■ INFORMATION GIVEN

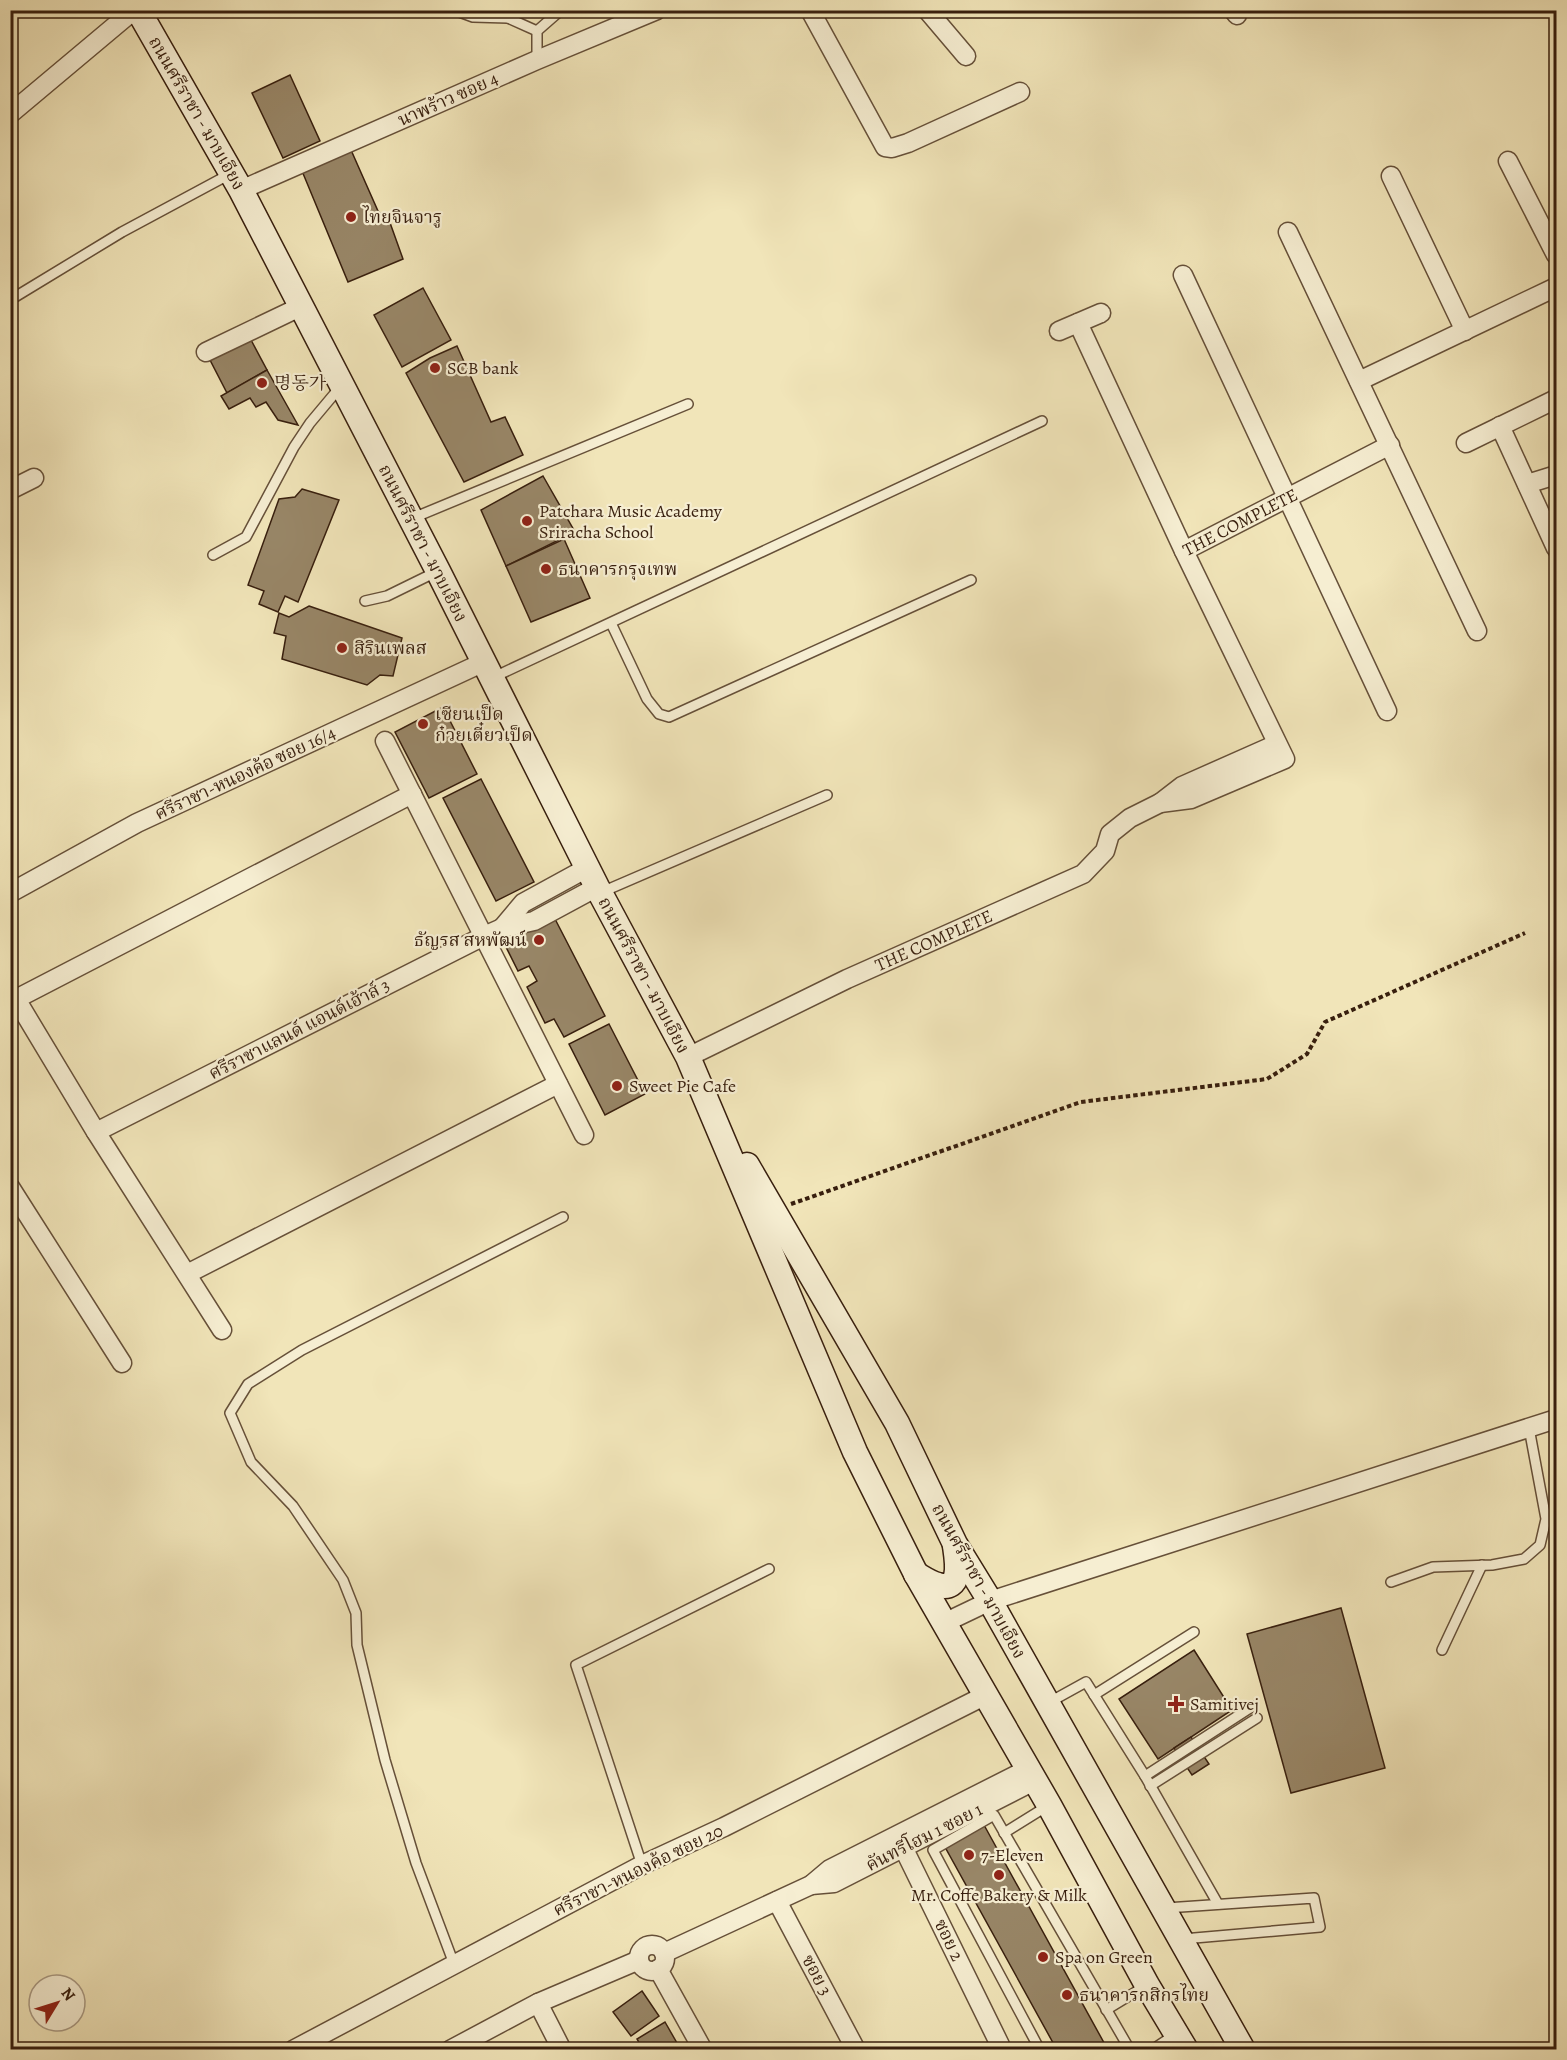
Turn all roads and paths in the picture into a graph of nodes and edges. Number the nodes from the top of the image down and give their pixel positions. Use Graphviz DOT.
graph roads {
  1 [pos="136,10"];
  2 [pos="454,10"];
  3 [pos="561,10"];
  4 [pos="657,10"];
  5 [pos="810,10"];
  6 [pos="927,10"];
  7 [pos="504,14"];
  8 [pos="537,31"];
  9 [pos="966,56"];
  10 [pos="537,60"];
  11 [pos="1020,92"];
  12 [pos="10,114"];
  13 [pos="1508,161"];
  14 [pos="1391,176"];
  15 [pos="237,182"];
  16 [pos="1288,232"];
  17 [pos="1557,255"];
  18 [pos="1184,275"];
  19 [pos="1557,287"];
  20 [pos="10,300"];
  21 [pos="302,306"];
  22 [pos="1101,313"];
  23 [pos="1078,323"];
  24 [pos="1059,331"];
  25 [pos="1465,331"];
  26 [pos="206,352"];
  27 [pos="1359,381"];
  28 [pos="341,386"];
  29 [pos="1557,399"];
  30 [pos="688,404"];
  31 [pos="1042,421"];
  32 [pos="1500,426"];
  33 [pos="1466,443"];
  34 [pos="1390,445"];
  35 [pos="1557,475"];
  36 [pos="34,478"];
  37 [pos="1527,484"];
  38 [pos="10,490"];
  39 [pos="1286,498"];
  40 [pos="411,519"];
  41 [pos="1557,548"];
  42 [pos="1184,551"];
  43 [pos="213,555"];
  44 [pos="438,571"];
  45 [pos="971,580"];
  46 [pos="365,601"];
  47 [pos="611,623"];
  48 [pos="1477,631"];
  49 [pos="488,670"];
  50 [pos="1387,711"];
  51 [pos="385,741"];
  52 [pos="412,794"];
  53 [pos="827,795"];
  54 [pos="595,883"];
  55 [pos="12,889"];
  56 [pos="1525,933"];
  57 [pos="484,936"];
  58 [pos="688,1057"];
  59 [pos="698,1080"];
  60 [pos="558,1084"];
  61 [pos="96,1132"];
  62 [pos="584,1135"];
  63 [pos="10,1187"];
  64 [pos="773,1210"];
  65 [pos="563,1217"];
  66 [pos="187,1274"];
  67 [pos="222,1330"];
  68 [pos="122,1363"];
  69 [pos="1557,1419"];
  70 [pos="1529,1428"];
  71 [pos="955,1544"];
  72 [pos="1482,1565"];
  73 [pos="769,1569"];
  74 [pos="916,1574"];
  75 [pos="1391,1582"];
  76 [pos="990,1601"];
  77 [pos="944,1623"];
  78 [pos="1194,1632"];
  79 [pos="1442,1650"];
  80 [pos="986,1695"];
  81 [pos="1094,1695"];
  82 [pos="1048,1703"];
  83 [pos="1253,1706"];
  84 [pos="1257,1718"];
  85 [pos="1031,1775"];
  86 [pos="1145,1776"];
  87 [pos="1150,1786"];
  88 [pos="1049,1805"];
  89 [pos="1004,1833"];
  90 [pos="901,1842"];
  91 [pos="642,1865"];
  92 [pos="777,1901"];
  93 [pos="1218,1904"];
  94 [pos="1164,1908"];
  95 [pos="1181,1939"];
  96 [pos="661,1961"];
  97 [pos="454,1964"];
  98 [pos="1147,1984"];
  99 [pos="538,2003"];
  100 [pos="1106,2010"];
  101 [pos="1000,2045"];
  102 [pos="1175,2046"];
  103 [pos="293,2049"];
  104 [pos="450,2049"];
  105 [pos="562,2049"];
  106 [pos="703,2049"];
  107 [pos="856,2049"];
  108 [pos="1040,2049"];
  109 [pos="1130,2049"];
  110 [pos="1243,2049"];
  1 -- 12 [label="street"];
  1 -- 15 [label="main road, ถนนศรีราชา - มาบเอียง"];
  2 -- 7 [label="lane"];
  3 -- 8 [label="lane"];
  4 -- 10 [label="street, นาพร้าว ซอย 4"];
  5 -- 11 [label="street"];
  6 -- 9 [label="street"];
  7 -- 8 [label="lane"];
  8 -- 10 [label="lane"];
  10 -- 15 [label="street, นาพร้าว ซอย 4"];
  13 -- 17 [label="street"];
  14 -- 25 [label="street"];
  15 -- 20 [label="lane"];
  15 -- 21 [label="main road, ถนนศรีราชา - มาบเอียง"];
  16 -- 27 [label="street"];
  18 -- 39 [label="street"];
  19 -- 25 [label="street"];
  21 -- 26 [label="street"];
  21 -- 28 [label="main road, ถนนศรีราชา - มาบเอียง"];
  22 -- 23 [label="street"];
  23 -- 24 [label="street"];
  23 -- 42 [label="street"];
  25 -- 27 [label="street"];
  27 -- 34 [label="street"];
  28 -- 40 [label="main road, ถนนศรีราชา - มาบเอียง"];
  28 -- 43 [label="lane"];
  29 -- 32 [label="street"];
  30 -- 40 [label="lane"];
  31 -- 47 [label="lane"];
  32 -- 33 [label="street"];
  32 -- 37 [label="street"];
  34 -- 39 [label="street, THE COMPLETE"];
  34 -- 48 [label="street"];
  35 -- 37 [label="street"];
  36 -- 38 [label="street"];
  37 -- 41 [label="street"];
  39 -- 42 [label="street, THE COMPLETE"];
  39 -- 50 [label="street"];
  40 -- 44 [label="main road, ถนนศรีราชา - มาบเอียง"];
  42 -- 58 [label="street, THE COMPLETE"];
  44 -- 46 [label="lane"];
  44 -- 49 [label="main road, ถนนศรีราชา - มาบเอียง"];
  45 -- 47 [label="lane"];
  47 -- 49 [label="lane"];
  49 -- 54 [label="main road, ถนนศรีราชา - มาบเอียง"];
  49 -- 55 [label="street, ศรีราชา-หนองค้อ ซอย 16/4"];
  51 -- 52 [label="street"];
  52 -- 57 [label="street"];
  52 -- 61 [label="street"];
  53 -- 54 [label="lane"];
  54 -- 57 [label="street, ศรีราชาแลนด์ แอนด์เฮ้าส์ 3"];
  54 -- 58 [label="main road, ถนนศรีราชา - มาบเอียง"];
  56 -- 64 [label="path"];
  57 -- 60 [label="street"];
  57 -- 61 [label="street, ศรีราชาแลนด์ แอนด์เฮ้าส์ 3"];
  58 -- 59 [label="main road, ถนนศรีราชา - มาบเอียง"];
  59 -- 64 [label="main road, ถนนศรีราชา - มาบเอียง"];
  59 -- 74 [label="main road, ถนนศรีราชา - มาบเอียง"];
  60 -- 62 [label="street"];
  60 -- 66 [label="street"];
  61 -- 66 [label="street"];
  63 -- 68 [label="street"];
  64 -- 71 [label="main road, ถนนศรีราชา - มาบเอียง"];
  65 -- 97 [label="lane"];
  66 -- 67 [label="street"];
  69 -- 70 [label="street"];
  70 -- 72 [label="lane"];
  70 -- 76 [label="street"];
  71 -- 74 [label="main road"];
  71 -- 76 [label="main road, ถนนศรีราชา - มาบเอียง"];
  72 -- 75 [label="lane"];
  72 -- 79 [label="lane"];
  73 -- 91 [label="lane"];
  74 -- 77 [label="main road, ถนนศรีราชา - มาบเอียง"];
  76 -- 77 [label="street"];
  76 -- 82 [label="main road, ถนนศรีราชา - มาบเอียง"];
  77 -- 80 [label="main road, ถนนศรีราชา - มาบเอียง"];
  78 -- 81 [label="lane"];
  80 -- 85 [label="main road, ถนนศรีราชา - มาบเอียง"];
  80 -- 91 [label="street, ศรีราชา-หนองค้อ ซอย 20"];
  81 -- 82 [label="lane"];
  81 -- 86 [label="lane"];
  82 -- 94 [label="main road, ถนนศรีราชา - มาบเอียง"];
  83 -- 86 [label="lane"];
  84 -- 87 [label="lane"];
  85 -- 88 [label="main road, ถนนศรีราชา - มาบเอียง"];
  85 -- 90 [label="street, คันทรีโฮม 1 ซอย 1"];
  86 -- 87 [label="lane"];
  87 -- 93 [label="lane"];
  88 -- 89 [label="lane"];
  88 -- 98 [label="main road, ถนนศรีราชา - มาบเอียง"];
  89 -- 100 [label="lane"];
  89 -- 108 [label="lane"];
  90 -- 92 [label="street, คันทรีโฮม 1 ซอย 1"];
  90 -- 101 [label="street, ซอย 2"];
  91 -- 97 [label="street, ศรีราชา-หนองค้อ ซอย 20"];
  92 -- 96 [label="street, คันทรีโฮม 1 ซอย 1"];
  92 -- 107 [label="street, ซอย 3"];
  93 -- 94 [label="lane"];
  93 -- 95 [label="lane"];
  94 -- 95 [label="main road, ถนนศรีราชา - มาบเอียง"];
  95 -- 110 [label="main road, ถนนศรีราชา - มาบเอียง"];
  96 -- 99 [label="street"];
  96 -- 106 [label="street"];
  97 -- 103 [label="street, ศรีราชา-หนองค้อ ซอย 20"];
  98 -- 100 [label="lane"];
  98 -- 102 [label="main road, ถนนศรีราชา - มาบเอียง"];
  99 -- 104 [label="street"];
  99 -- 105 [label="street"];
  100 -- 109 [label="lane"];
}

■ PROMPT
Some lines contain the word "graph". Pull each one out of the listing.

■ TASK ANSWER
Turn all roads and paths in the picture into a graph of nodes and edges. Number the nodes from the top of the image down and give their pixel positions. Use Graphviz DOT.
graph roads {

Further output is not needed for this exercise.